Key offseason additions: Chris Mason, Scott Hannan
Going from Ryan Suter to Scott Hannan on the blue is a pretty impressive drop in talent. Hannan is a tough veteran that brings some physicality to the blue line, but offers little offensive upside or mobility. Chris Mason, after a down year with the Winnipeg Jets, will come in to replace Lindback as the backup. If recent history is any indicator he probably won't have to play much as long as Pekka Rinne stays healthy.
Breakout player: Ryan Ellis
With Ryan Suter gone and only Hannan coming in from outside to replace him a lot is going to be asked of the Predators' youth, and that includes 22-year-old, former first-round pick Ryan Ellis. In 32 games last season he scored three goals to go with eight assists, but was also one of the best possession players (plus-10.3 Corsi Relative) on a team that had few of them.
Player on the hot seat: Paul Gaustad
The Predators have a ton of assets and resources invested in Paul Gaustad. They gave up a first-round pick in last year's draft to acquire him at the trade deadline, and then just before he hit the unrestricted free agency market they signed him to a four-year contract worth over $10 million. The biggest reason: His ability to dominate the face-off circle, which is even more important for Nashville given how much time they spend in their own end of the ice (and how often Pekka Rinne covers the puck). Faceoffs will never be an issue with him -- he's going to win a lot, but for what they gave up to get him they're going to need to see even more than just face-off wins to get value out of that deal.

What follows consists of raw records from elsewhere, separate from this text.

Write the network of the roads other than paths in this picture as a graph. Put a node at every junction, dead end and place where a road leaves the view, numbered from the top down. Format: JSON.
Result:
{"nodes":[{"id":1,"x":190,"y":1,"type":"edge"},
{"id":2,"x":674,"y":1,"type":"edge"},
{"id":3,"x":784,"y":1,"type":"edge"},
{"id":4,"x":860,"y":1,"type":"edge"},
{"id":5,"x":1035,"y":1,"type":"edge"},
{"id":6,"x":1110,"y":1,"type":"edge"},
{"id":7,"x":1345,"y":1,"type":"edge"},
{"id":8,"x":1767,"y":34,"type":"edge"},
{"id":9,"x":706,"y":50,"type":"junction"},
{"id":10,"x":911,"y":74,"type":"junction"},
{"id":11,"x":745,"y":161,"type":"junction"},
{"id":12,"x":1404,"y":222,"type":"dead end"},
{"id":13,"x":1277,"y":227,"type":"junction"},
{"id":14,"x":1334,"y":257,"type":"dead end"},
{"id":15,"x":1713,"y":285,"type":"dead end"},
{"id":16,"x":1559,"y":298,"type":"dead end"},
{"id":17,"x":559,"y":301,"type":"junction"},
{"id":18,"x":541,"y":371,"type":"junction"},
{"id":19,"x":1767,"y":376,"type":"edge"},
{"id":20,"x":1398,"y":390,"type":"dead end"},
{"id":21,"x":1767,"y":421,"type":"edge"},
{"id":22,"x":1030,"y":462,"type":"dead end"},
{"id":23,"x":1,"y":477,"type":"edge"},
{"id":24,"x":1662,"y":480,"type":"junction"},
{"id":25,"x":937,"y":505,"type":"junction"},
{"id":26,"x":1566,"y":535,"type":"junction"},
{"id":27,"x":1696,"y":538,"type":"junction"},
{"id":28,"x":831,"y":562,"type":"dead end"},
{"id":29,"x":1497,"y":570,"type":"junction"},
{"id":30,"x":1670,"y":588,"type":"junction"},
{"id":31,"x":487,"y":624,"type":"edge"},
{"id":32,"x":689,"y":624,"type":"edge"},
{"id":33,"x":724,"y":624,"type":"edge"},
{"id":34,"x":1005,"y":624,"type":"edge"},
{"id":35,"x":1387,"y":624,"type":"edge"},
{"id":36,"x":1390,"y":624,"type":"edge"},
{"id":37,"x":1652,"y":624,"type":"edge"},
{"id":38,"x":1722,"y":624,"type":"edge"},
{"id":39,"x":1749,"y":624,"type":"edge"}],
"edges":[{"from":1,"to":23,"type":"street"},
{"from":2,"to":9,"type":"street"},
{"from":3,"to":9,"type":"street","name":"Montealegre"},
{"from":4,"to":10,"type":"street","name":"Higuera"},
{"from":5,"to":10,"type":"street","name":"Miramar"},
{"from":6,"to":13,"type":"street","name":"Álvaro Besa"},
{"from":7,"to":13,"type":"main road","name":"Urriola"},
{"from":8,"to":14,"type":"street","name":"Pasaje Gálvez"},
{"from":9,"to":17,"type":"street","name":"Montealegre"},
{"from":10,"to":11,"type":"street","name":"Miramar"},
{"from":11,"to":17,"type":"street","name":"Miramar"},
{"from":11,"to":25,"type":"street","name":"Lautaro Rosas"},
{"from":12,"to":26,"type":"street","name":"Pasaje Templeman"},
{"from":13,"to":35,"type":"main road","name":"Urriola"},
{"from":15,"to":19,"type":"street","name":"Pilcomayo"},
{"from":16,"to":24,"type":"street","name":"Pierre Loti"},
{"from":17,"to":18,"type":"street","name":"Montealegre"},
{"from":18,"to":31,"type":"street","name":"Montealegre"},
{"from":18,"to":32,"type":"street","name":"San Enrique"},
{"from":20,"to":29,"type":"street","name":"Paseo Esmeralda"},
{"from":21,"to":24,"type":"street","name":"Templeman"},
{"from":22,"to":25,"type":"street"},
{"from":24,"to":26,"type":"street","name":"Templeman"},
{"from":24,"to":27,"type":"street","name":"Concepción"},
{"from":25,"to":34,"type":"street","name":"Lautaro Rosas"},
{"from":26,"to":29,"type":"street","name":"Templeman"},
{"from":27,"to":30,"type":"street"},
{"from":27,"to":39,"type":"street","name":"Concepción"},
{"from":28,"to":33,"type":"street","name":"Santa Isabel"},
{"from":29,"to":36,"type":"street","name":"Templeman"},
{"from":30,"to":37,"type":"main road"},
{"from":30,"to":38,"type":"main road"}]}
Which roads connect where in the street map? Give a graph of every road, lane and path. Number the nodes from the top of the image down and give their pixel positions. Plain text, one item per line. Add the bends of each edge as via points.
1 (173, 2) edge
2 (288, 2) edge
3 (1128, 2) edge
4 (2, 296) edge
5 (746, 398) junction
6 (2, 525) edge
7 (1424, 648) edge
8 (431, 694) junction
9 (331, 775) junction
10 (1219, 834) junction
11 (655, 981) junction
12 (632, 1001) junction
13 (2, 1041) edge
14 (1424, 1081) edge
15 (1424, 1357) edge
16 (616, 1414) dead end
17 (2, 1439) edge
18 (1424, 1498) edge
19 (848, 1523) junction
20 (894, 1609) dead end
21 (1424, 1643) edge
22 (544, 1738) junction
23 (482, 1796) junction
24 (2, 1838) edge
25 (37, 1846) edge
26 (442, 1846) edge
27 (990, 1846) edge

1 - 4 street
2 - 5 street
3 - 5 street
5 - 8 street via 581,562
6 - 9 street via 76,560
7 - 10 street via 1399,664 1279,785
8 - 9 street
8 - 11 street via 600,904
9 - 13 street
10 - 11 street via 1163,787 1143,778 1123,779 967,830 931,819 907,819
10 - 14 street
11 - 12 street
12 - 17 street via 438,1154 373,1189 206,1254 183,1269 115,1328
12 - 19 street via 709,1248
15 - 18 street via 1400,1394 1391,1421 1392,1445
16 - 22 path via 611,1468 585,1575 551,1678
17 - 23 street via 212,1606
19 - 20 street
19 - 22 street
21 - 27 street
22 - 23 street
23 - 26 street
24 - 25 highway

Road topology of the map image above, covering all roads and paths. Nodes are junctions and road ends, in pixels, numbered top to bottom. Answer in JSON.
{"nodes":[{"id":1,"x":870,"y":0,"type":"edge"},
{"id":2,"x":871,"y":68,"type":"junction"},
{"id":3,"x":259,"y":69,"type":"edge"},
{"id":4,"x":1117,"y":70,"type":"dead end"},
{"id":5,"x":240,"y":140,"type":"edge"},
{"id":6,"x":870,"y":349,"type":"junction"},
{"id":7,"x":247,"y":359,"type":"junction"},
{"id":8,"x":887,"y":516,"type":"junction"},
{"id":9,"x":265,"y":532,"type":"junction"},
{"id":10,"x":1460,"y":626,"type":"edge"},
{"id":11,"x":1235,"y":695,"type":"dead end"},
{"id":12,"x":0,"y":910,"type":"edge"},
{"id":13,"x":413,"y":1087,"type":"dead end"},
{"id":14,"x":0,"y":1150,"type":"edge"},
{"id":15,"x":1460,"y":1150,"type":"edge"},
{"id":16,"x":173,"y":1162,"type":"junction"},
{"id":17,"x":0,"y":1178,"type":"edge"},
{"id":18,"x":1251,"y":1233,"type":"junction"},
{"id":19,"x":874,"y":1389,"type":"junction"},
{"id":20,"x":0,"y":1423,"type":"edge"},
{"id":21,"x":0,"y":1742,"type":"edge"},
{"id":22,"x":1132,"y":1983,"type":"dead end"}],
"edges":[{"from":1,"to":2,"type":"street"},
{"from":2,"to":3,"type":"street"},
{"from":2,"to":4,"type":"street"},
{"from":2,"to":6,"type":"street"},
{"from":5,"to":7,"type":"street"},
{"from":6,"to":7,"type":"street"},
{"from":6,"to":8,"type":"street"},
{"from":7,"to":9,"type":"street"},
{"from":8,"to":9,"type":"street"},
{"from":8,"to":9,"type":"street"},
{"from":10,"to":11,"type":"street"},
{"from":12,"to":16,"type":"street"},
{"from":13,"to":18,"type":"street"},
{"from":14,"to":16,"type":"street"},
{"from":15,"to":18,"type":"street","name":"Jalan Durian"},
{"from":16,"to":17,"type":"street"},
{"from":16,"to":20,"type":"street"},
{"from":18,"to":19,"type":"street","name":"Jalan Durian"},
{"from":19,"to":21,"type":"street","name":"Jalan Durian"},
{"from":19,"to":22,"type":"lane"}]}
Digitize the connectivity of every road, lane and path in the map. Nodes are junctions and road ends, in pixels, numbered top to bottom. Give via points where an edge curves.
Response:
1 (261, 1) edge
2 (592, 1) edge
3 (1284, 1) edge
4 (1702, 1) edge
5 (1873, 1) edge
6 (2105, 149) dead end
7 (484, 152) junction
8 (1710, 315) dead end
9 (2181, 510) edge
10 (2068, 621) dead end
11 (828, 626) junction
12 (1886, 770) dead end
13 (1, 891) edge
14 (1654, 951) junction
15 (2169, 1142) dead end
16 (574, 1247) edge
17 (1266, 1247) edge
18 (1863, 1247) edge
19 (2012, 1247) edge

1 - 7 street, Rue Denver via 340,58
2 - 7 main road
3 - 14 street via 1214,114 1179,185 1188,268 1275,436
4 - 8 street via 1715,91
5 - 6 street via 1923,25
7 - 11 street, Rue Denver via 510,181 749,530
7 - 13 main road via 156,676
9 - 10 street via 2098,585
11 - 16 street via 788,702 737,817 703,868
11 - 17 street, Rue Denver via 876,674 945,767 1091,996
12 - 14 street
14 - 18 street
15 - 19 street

Why they will succeed: The Predators always find a way to replenish their NHL roster from within and the pipeline from their farm system will be put to the test once again on the blue line. Even though they don't have a dominant scorer up front they still have a pretty balanced attack offensively and are able to get production from every line, and Pekka Rinne has proven to be one of the best goalies in the NHL. He faced a heavy workload last season not only in terms of playing time, but also with the number of shots he had face and did his part to carry the team.
Why they won't succeed: They spend a lot of time in their own end of the ice, and even though they were able to produce some offense last season you have to wonder how sustainable it will be for them if they continue to get badly outshot every night. A lot of guys seemed to perform above their career levels last season and if any sort of regression kicks in they might need Rinne to be even better than he was last season.
Realistic expectations: The Predators have been regulars in the Stanley Cup playoffs since the 2003-04 season and they lost quite a bit from a 104-point team a season ago. They always find a way to make a work with general manager David Poile and coach Barry Trotz, and both men will have their work cut out for them if the Predators are going to make the playoffs for the eighth time in nine years. The Western Conference is a tough place, and the Central Division is as tough as any division in the league, so a bottom playoff seed (seventh or eighth) might be their ceiling.